About this task: Among the records that follow, find each line holding the word "dead" and copy it.

+---+

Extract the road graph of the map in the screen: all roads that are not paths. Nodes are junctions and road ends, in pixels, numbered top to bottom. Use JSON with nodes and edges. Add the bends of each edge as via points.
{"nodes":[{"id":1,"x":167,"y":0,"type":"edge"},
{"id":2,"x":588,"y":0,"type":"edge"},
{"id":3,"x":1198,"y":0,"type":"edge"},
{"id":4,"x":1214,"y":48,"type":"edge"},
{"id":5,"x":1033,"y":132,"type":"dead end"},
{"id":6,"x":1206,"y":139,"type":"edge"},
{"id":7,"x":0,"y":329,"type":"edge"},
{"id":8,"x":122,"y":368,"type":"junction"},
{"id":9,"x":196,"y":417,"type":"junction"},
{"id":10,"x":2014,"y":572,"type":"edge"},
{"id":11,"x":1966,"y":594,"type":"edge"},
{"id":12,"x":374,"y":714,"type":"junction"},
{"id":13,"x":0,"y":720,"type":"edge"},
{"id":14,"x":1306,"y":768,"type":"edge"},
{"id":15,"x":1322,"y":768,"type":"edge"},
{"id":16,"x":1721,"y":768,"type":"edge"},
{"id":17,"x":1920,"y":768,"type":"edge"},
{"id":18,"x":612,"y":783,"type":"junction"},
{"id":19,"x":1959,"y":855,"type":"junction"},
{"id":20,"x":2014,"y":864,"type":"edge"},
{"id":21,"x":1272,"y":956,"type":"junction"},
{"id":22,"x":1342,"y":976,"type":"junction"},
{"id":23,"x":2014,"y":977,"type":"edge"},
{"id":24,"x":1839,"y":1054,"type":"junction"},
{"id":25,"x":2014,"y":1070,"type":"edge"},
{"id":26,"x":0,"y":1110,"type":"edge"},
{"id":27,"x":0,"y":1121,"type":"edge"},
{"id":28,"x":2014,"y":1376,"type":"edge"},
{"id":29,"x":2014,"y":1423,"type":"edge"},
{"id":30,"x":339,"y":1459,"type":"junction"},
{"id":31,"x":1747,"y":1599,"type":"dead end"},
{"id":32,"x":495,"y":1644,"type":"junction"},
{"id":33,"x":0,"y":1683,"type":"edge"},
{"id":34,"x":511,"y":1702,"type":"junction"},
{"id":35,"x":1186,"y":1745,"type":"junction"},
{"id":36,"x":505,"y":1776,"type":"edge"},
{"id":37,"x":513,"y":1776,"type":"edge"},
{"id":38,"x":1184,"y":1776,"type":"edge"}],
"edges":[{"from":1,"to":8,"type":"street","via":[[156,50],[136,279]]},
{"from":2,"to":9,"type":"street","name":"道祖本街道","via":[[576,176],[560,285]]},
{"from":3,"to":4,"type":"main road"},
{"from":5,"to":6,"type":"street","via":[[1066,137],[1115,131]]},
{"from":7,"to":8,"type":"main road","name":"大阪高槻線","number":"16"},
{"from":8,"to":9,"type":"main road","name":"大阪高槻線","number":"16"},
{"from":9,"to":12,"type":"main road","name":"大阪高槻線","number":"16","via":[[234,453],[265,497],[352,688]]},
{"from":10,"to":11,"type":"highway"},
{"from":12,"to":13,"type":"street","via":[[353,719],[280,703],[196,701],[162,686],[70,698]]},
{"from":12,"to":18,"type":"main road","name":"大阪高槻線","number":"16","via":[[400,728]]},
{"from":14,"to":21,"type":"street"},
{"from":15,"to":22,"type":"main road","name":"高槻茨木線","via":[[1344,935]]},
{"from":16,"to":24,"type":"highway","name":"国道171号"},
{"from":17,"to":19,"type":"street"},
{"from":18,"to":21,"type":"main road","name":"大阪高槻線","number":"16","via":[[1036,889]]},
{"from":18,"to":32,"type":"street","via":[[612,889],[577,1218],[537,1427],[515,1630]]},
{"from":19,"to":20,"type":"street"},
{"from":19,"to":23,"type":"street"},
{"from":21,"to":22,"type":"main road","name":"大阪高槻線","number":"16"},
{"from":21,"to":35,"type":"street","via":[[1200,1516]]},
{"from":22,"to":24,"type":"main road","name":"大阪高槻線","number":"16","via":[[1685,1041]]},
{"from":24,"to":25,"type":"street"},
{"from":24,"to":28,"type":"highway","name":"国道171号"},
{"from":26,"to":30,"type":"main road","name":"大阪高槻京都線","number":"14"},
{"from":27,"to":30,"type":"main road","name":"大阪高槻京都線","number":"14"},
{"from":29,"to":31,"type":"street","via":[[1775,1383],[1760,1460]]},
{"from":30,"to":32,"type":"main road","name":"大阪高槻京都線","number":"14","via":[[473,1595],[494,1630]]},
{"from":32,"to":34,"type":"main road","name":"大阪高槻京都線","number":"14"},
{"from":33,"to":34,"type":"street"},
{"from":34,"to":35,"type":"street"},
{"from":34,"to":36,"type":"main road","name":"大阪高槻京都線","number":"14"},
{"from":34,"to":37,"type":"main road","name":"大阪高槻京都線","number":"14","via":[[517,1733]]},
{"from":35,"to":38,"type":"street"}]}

+---+

Result of this task:
{"id":5,"x":1033,"y":132,"type":"dead end"},
{"id":31,"x":1747,"y":1599,"type":"dead end"},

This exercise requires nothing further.